### [THE PROBLEM]
Only a number is wanted here: the number of lines of the data that include "Park".
(THE RECORDS begins)
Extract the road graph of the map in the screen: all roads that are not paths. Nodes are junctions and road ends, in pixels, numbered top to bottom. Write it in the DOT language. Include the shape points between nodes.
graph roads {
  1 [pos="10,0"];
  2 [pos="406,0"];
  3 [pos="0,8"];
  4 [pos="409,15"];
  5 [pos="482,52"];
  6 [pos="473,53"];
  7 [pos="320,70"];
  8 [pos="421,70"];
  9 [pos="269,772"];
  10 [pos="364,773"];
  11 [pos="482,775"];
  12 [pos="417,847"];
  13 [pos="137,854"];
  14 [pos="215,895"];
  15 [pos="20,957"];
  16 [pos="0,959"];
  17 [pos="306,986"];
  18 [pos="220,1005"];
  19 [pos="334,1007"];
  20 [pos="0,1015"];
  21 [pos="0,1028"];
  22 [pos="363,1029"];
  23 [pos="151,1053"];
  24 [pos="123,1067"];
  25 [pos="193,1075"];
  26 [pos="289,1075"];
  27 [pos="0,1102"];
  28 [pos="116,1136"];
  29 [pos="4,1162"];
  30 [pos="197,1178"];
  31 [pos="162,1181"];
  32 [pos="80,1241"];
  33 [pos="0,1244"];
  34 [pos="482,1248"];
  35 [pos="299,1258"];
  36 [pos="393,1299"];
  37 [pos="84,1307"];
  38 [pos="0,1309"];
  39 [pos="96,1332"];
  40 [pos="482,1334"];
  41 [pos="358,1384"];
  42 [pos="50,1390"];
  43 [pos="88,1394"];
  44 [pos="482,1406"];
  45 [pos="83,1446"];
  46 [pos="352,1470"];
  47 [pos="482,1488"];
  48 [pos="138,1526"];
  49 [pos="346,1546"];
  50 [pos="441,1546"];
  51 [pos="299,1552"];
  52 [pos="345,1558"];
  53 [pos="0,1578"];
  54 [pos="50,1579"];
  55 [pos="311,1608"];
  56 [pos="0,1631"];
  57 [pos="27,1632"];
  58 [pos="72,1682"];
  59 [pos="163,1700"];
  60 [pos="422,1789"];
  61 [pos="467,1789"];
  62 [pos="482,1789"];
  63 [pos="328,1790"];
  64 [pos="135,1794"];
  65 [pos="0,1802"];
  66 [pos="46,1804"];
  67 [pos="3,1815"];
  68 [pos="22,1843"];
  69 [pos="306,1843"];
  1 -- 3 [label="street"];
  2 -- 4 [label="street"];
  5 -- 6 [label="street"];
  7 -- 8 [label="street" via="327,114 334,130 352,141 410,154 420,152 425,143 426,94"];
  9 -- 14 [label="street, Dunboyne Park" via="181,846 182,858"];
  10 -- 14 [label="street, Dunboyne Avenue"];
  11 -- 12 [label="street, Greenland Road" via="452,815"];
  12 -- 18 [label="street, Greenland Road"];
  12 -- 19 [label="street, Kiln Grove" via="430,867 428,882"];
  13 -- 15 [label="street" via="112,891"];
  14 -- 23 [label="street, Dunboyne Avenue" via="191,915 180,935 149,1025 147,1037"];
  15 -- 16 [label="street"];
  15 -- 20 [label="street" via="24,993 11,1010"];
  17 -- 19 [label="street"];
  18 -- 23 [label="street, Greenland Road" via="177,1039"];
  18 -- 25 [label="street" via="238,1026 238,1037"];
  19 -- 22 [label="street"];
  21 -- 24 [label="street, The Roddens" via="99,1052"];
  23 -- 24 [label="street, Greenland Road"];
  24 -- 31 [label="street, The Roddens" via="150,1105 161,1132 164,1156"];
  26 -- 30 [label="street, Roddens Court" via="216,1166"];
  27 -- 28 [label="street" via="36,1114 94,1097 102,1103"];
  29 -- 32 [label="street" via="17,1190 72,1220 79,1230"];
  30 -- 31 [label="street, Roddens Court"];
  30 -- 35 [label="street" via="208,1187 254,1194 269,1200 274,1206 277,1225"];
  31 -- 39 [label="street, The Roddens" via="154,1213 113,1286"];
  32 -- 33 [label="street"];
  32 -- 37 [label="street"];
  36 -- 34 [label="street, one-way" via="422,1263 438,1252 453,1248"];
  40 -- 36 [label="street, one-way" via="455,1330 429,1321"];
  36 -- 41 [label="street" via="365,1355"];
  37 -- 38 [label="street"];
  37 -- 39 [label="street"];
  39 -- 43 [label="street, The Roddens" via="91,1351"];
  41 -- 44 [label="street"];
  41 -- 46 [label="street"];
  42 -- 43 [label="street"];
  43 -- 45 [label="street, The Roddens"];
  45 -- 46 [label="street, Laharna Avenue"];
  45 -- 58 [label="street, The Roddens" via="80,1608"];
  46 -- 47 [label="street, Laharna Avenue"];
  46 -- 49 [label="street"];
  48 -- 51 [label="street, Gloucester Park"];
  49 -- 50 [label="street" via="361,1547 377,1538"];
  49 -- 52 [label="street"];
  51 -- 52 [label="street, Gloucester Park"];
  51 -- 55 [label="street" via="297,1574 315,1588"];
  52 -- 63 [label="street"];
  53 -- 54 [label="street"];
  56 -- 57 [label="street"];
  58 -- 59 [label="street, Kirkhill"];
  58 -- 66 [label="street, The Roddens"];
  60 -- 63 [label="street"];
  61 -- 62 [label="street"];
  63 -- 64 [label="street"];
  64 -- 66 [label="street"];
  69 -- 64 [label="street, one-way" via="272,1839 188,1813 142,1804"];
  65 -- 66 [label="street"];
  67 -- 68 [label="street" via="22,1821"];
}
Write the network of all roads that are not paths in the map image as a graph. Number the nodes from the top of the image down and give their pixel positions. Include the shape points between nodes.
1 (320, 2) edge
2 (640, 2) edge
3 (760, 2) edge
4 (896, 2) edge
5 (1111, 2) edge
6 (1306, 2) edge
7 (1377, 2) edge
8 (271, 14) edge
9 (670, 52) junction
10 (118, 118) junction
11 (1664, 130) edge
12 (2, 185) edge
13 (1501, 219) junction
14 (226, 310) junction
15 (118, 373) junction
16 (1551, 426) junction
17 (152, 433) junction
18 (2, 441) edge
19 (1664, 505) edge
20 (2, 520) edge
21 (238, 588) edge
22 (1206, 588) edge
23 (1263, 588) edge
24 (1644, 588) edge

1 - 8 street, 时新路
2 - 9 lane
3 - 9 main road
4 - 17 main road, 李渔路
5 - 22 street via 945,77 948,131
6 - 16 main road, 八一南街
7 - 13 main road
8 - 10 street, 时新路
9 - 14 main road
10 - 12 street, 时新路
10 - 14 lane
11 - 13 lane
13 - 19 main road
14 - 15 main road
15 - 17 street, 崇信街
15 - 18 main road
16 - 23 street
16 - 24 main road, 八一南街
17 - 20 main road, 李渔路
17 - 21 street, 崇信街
(THE RECORDS ends)
### [TASK ANSWER]
3